When real and virtual lives collide for Jeff Brennan, it’s all too easy to start living a lie…

Jeff B is a bit of a lad. Slacker IT consultant by day, beer-swilling pizza-scoffing video-gaming lad by night, and caring but bored dutiful grandson when he visits his grandparents each Sunday. One of his mates, Marcus, is a political activist. Jeff finds himself going along to one of Marcus’s protests and there he bumps into Marie. He can’t believe his luck that a beautiful American girl is interested in him. However, it’s not him she falls for, it’s his namesake. Jeff Brennan is also the name of the top political blogger in the country. She has been following and commenting on his blog for ages…
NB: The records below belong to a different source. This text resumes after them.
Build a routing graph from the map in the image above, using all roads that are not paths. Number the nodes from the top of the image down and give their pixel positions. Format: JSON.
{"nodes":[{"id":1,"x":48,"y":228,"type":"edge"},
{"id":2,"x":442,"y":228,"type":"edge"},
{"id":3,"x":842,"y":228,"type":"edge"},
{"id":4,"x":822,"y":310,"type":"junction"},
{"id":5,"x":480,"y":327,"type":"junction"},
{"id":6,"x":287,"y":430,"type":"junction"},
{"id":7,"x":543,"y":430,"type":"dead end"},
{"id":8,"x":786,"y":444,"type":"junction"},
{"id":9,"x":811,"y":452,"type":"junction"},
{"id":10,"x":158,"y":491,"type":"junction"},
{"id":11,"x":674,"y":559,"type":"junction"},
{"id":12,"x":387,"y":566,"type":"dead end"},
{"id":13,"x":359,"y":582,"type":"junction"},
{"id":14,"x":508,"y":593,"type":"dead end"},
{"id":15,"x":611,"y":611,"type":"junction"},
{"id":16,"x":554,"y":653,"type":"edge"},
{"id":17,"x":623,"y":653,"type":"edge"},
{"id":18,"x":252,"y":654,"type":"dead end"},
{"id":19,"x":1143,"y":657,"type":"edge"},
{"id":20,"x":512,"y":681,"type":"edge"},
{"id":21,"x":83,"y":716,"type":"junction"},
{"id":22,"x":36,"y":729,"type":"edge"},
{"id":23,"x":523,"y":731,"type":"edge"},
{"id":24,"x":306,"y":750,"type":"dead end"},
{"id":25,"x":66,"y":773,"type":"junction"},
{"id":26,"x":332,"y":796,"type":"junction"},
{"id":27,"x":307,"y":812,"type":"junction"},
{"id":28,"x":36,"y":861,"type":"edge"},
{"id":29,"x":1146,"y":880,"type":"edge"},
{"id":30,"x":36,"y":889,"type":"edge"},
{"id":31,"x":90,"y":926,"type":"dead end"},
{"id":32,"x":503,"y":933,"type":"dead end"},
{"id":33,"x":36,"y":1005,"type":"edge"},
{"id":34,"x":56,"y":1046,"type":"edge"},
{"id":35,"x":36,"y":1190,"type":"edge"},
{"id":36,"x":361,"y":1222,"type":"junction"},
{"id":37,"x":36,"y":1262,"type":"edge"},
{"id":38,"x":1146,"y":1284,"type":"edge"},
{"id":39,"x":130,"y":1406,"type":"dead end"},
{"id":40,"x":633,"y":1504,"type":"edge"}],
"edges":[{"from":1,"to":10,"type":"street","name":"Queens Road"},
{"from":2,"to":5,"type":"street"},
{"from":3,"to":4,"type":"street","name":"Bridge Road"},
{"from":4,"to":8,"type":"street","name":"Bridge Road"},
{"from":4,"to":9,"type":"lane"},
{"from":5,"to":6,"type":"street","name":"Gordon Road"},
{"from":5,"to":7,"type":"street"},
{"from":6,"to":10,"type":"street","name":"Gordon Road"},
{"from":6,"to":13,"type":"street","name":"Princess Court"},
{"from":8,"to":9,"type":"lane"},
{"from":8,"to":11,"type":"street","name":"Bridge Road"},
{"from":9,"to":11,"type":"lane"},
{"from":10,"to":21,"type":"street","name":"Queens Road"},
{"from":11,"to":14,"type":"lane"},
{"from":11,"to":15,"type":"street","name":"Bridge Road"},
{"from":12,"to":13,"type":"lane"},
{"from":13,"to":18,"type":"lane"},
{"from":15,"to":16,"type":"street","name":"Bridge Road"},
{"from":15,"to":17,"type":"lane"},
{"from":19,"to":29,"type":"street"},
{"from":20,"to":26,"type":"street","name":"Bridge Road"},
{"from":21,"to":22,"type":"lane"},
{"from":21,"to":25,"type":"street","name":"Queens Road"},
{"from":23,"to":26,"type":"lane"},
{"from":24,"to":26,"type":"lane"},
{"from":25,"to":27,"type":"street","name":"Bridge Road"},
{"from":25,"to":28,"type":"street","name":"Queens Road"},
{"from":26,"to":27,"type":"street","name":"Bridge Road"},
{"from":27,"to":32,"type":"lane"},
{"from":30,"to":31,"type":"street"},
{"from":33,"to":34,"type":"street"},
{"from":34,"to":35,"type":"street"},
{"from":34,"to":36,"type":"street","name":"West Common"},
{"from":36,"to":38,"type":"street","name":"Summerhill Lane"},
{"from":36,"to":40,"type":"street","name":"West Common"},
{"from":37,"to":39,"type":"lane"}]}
"At first I never thought too much about you, the real person behind the blog. But as I read your posts in bed every night, I began to feel like you were speaking to me. The more I read, the more I felt like I knew you better than the people I saw every day.
When I told my friends about you, they teased me. ‘Find a real man, Marie,’ they’d say. ‘There’s no shortage.’ But, of course, you were real. You did exist, I just hadn’t met you yet. I’d already visited your blog, though, and left comments on it, and even emailed you. I’d scoured the web for pretty much everything you’d ever written, from the longest blog post – a three-page essay on the folly of the Iraq war – right down to the one-word replies on tech forums. I knew your views on politics, the environment and all the major issues, but I’d also seen you asking for help with your Linux interface and commenting on a recipe for blueberry and apple pie. I felt like I knew you much better than I knew a lot of my friends who denied your existence, and certainly better than a lot of the men who swarmed around me, attracted by my long black hair and my California accent but not really seeing me. You were real to me in every way except the physical, and surely that’s the least important. If I loved your mind, then of course I’d love your body too."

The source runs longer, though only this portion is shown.